Figure 7. Transient pharmacological inhibition of HIF2A in CTX-injured muscle promotes SC proliferation and accelerates muscle regeneration.

(A) Timeline of pharmacological inhibition of HIF2A after CTX-induced muscle injury in C57BL/6 mice. (B) Representative images of HIF-c2– or 1% DMSO–treated TA muscles (3 dpi) from C57BL/6 mice (n = 6 mice/group). Immunofluorescence revealed increased Pax7⁺EdU⁺ proliferative SCs (arrowheads) and decreased Pax7⁺EdU^– QSCs (circles). Scale bar: 20 μm. (C) Number of EdU⁺ and EdU^– SCs per TA muscle section 3 dpi (n = 6). (D) Number of Pax7⁺ SCs per TA muscle section 7 dpi, 10 dpi, and 30 dpi (n = 6 or 7). (E) Representative eMyHC and laminin B2 immunofluorescence in HIF-c2– or DMSO-treated TA muscles 7 dpi and 30 dpi (n = 3). Scale bars: 20 μm. (F) Immunoblots showing the expression levels of HIF2A, eMyHC, MyoD, and tubulin in HIF-c2– or DMSO-treated TA muscles 7 dpi (n = 3). (G) Distributions of myofiber cross-sectional areas of HIF-c2– or DMSO-treated TA muscles 30 dpi (n = 3). (H) Maximal torques of uninjured TA muscles and HIF-c2– or DMSO-treated TA muscles 7 dpi (n = 6), 10 dpi (n = 3), and 30 dpi (n = 3). (I) Timeline of pharmacological inhibition of HIF2A after CTX-induced muscle injury in C57BL/6 mice and SC-HIF2AKO mice. (J)Representative Pax7 immunofluorescence images of HIF-c2– or DMSO-treated TA muscles from SC-HIF2AKO mice (n = 6 mice/group) 10 dpi and number of Pax7⁺ SCs per TA muscle section 7 dpi. Scale bar: 20 um. (K) Representative eMyHC and laminin B2 immunofluorescence images of HIF-c2– or DMSO-treated TA muscles from SC-HIF2AKO (n = 6 mice/group) 7 dpi. Scale bar: 20 μm. *P < 0.05, **P < 0.01, and ***P < 0.005, by 2-sided Student’s t test. Data represent the mean ± SEM.

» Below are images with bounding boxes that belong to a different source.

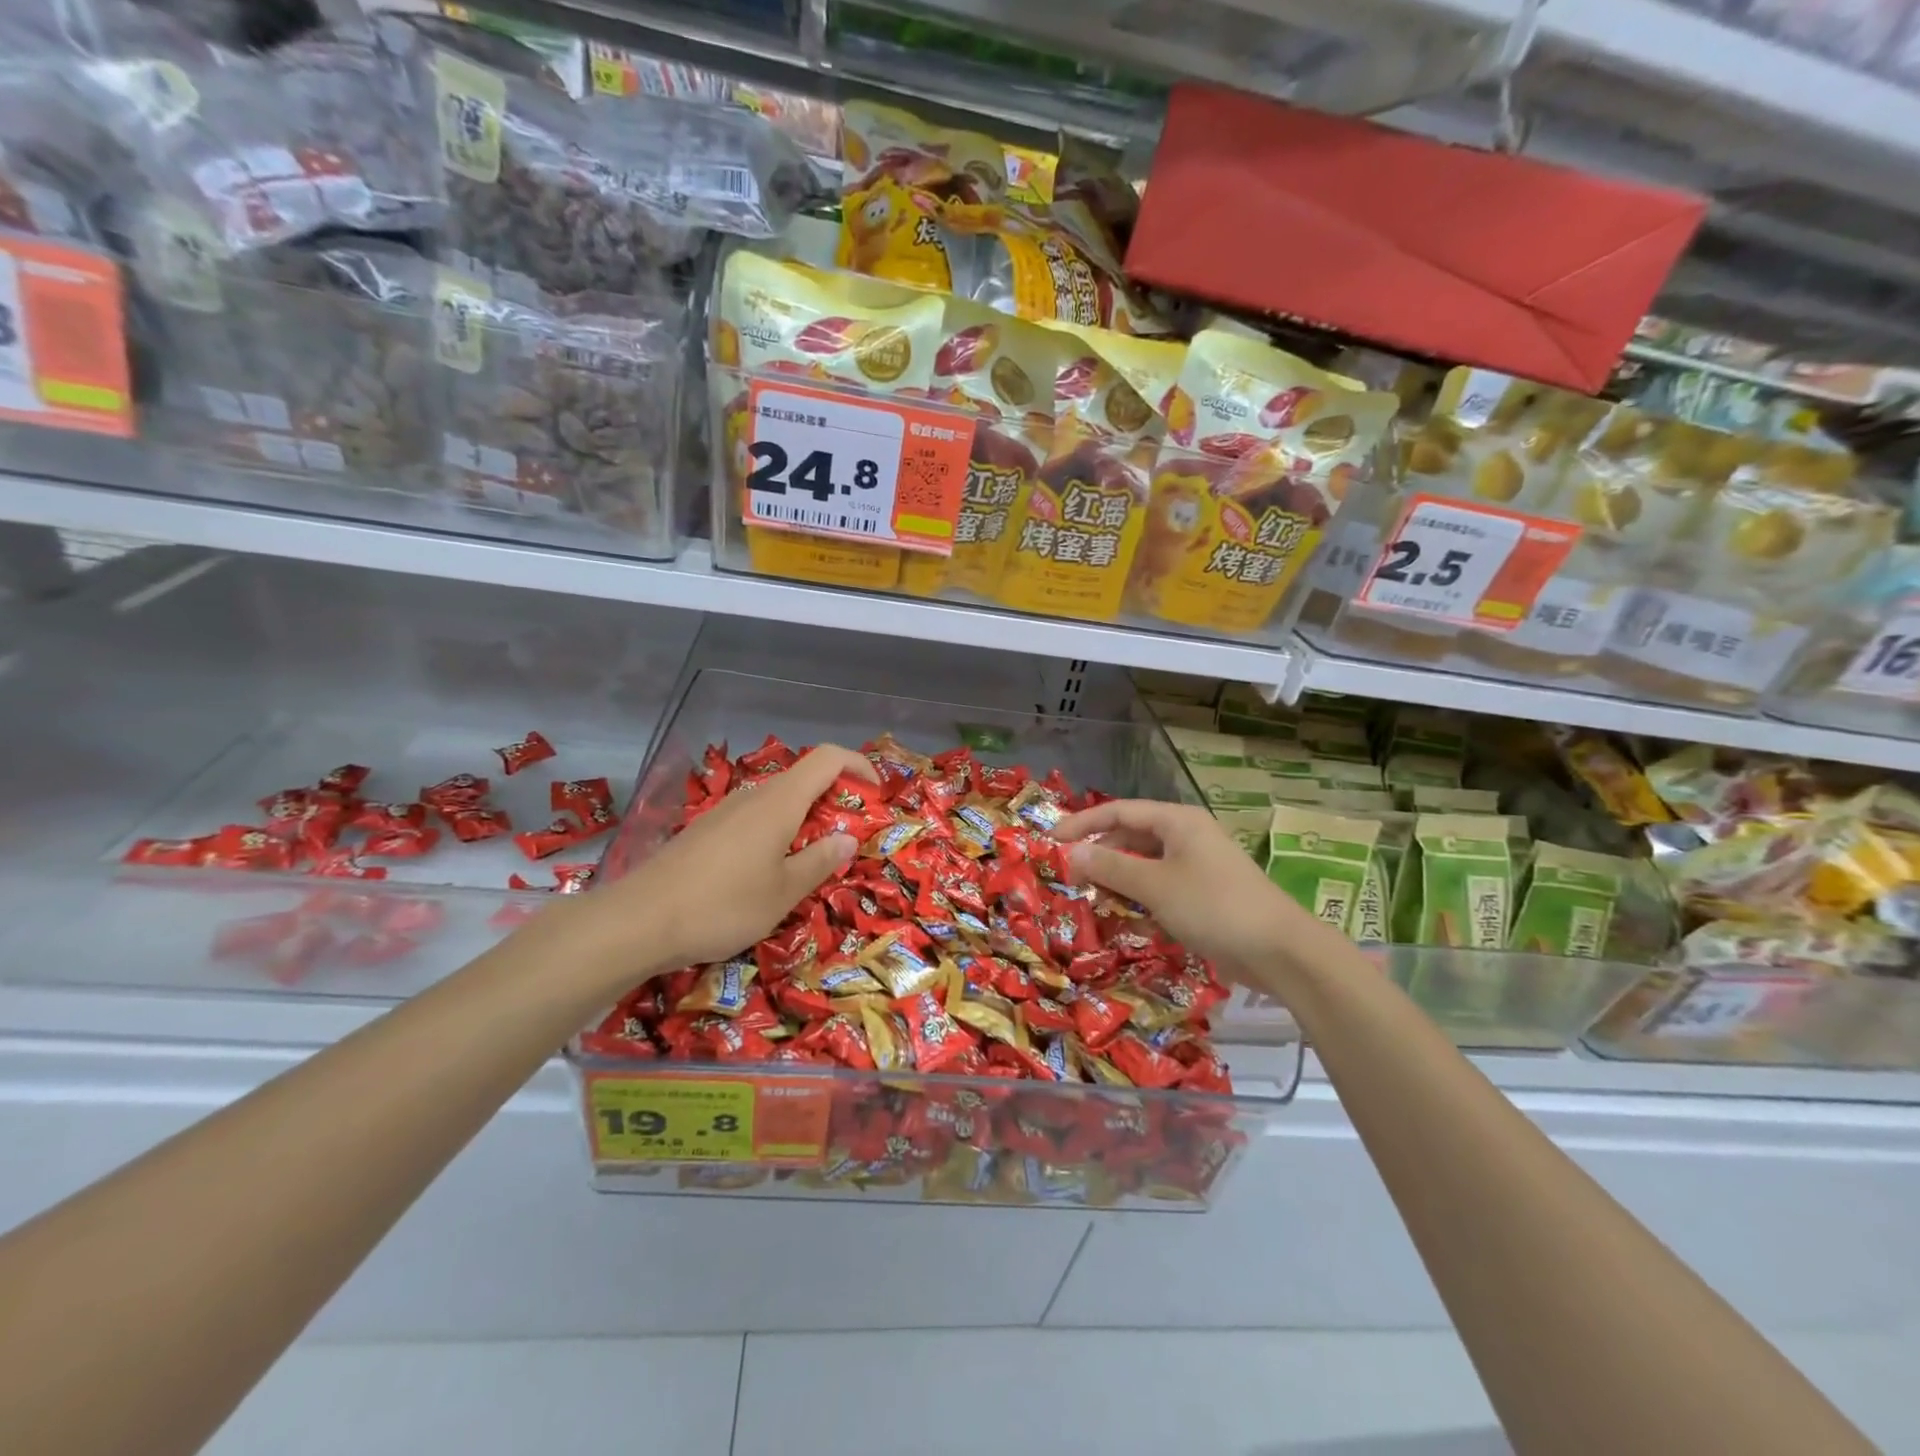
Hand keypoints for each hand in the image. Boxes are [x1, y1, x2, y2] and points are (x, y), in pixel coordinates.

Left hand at [541, 744, 874, 992]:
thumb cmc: (722, 906)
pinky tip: (768, 871)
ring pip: (778, 801)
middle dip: (836, 800)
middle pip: (804, 779)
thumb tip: (847, 837)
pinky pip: (754, 819)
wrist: (637, 922)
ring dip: (805, 820)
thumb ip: (820, 861)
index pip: (828, 758)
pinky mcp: (705, 831)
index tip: (878, 793)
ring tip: (813, 860)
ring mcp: (724, 812)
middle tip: (849, 839)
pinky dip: (777, 832)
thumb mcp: (783, 892)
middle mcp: (753, 796)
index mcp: (779, 802)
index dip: (859, 765)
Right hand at [1055, 799, 1318, 981]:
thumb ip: (1110, 866)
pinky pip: (1160, 889)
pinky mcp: (1203, 896)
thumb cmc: (1212, 905)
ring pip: (1144, 866)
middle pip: (1131, 838)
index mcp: (1176, 821)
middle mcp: (1186, 837)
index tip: (1051, 841)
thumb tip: (1072, 852)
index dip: (1083, 823)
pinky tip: (1125, 920)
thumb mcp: (1154, 885)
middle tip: (1069, 878)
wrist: (1279, 951)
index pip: (1119, 811)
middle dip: (1099, 856)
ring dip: (1117, 882)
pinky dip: (1140, 900)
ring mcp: (1197, 867)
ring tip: (1090, 900)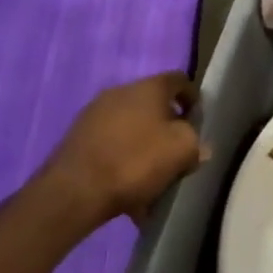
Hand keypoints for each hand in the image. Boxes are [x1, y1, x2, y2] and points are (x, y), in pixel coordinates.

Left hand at [39, 72, 203, 227]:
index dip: (193, 98)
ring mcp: (94, 114)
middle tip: (176, 152)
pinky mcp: (76, 138)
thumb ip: (196, 143)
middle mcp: (120, 92)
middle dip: (166, 127)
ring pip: (130, 127)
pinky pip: (110, 145)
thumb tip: (198, 147)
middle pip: (153, 105)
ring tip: (151, 177)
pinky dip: (122, 160)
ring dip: (143, 146)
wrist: (74, 192)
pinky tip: (127, 188)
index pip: (180, 80)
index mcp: (149, 87)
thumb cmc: (136, 162)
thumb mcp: (182, 151)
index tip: (197, 120)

Figure 8. Spry1 is a target of HIF2A in QSCs.

(A) Luciferase assays showed that stabilized expression of HIF2A (HIF2ATM), but not HIF1A (HIF1ATM), increased the promoter activities of Spry1 and Atp7a (a known HIF2A target). In contrast, HIF1A, but not HIF2A, transactivated the Pdk3 promoter. (B) ChIP-qPCR indicated that HIF2A bound the promoters of Spry1 and Cav1 (a known HIF2A target), but not the Pdk3 promoter, in QSCs in vivo. (C) RT-qPCR revealed that HIF2A ablation in QSCs in vivo reduced the mRNA levels of Hif2a, Spry1, Calcr, and Cd36. (D) RT-qPCR indicated that 2 HIF2A shRNAs reduced the mRNA levels of Hif2a and Spry1 as well as of 2 known HIF2A targets, Atp7a and Cxcl12, in C2C12 myoblasts. (E) RT-qPCR revealed that HIF-c2 treatment decreased mRNA levels of the HIF2A targets Spry1, Atp7a, and Cxcl12 in C2C12 myoblasts. (F) RT-qPCR indicated that HIF2ATM increased the mRNA levels of Spry1 as well as of 2 known HIF2A targets, Atp7a and Cxcl12, in C2C12 myoblasts. *P < 0.05, **P < 0.01, and ***P < 0.005, by 2-sided Student’s t test. Data represent the mean ± SEM.